Still Kicking: My Dramatic Journey As the First Woman to Play Division One College Football
It took just 1.28 seconds to make history.
On August 30, 2003, Katie Hnida became the first woman ever to play and score in NCAA Division I football. The struggle to get to that groundbreaking moment took eight long years, a journey filled with dogged commitment, horrifying setbacks, and finally, remarkable triumph.
Fate came knocking for the 14-year-old Hnida in the unlikely form of a torn thigh muscle -- an injury that would drive her off the soccer field in search of another outlet for her athletic talent. She found football and with it gender-defying success. The same day Hnida's high school classmates voted her homecoming queen, she donned her helmet and pads and kicked six extra points in the homecoming game.
When she is recruited to play for the University of Colorado Buffaloes, her great dream is realized, and she seems set for glory on a much larger stage. But upon arriving in Boulder, she begins a tour of hell inside the University of Colorado's football program, a hell that culminates in Hnida being raped by a teammate. It is here that the story truly begins.
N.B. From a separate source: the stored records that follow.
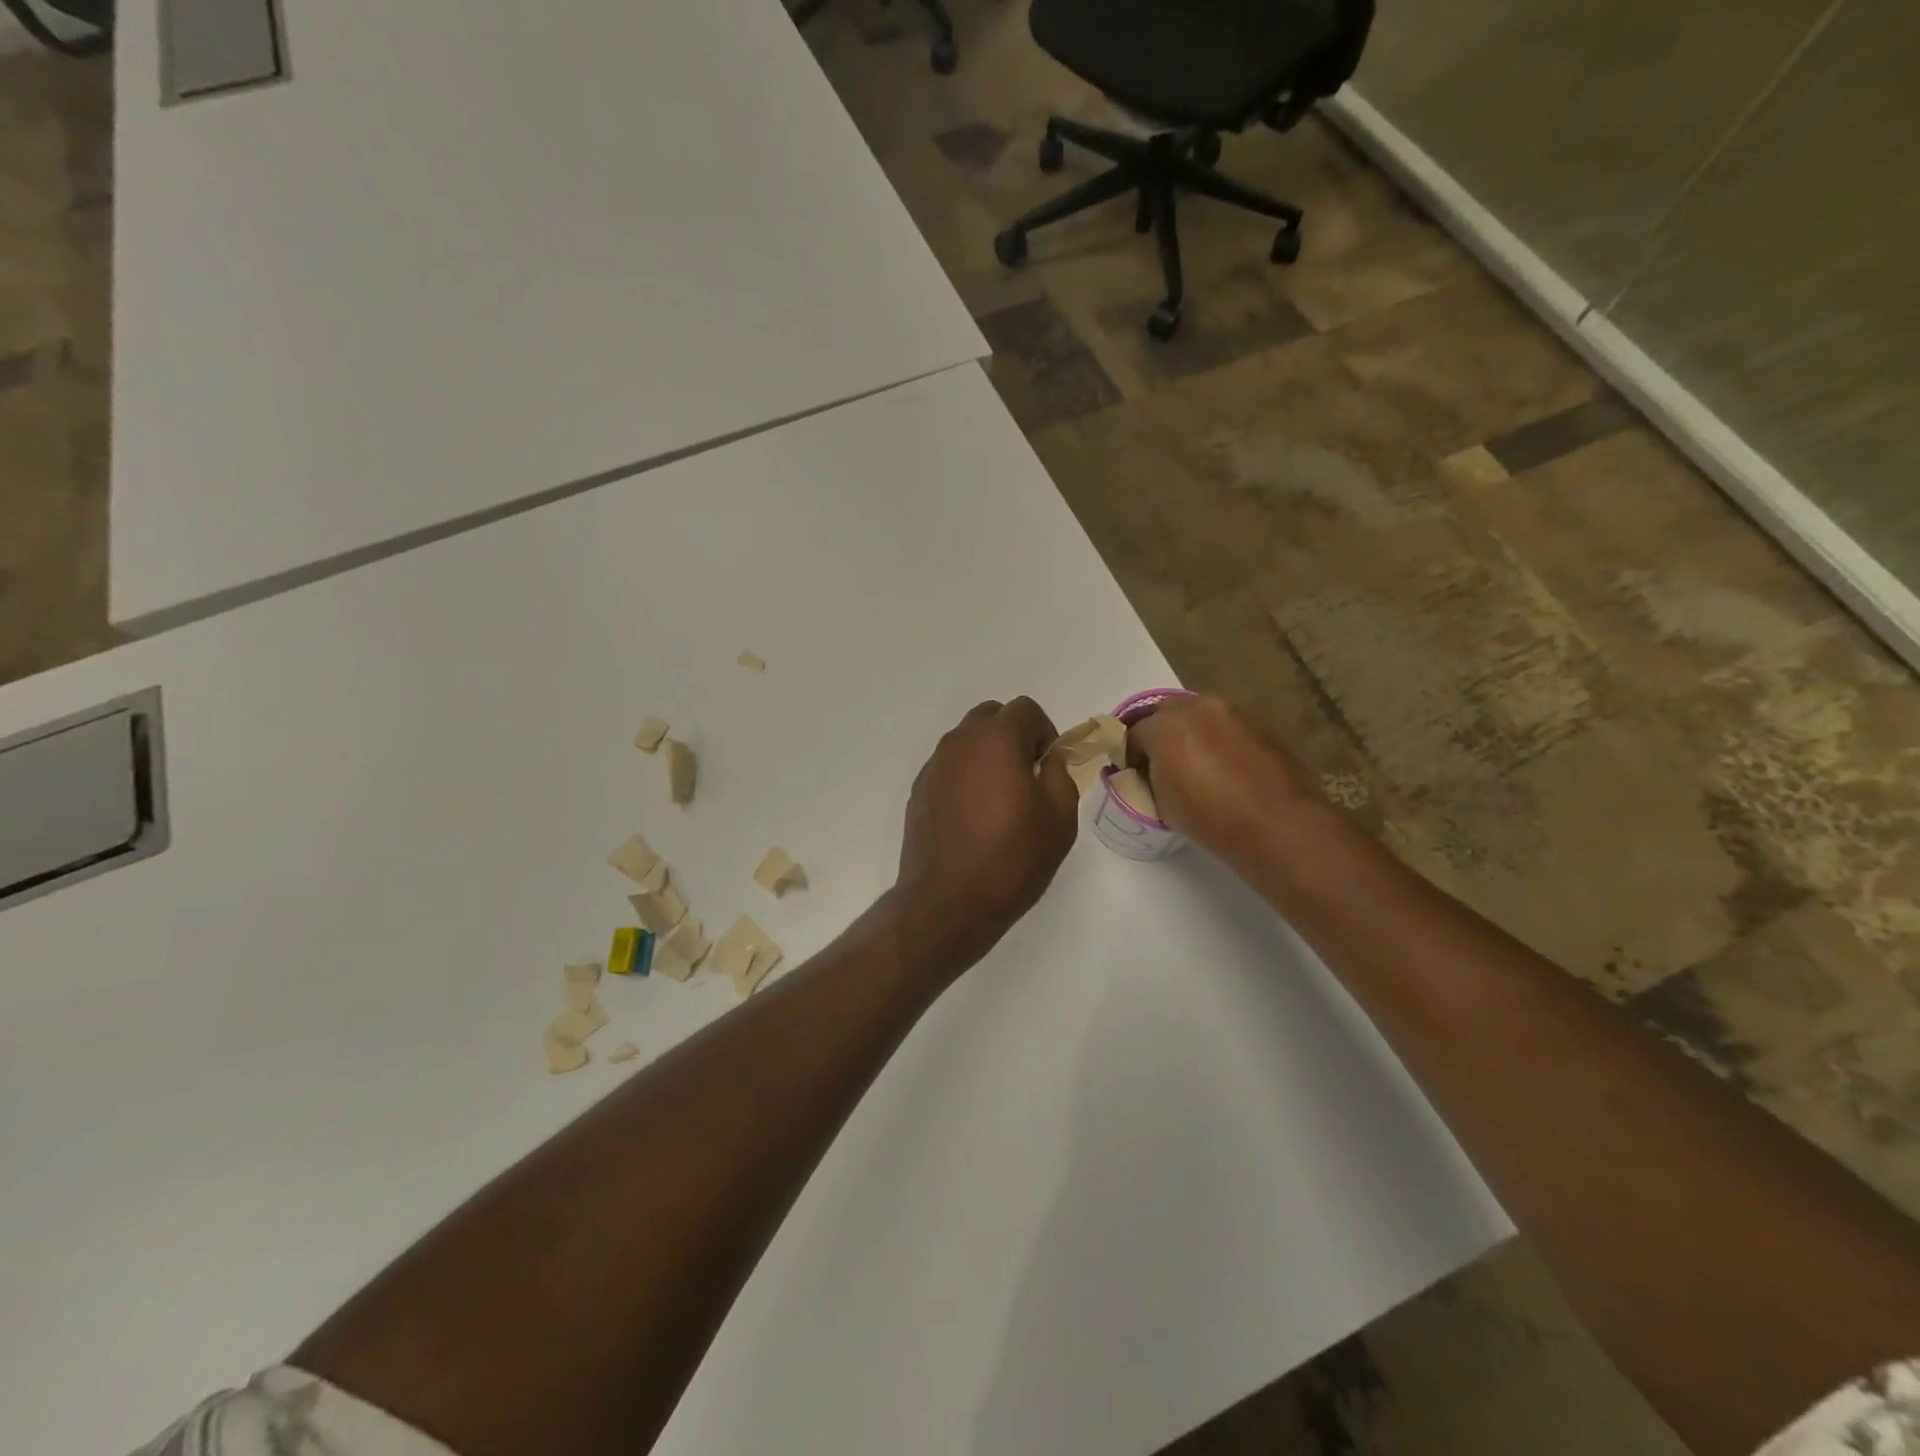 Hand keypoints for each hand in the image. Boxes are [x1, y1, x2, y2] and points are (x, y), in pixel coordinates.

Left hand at [888, 697, 1080, 978]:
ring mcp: (934, 766)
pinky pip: (949, 768)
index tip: (1048, 766)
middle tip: (1027, 777)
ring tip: (999, 800)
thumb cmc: (1012, 858)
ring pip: (966, 742)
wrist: (948, 902)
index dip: (1044, 732)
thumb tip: (1049, 761)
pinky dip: (965, 777)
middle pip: (991, 717)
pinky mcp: (919, 790)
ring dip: (987, 756)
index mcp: (996, 739)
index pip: (1024, 709)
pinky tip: (973, 817)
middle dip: (1013, 736)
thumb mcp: (1059, 819)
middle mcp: (960, 742)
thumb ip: (1060, 776)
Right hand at [1127, 695, 1320, 846]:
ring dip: (1191, 734)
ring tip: (1195, 767)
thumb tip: (1153, 771)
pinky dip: (1219, 742)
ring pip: (1200, 717)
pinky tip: (1224, 770)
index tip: (1133, 774)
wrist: (1278, 826)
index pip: (1133, 733)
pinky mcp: (1261, 726)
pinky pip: (1227, 729)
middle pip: (1166, 713)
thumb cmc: (1209, 818)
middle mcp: (1198, 708)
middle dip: (1159, 733)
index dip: (1130, 754)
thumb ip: (1150, 776)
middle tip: (1160, 764)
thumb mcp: (1162, 802)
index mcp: (1165, 725)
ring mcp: (1233, 714)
Katie is physically and emotionally devastated. She leaves the university and begins climbing her way back to who she was and what she wanted. She learns to speak about what happened to her and to push through harrowing flashbacks of violence. The very thing that drew her into the darkest days of her life will ultimately save her: football.
She sends 80 kicking tapes to 80 Division I schools and is invited to visit several top football programs. But it is the blue-collar, no-nonsense team that wins her trust: the University of New Mexico Lobos. Under head coach Rocky Long, Hnida continues her long road to recovery through hard work and the will to never give up. She is not only accepted by her teammates, she also finds herself part of a team that's a family.
In Albuquerque, Hnida is reunited with her dream. Under a true leader, she blossoms. Her teammates are teammates, supporting and encouraging her to reach her goal. And with just seven minutes and 20 seconds to go in a game against Southwest Texas, the history-making extra point kick is made in under two seconds, changing everyone's ideas about what is possible.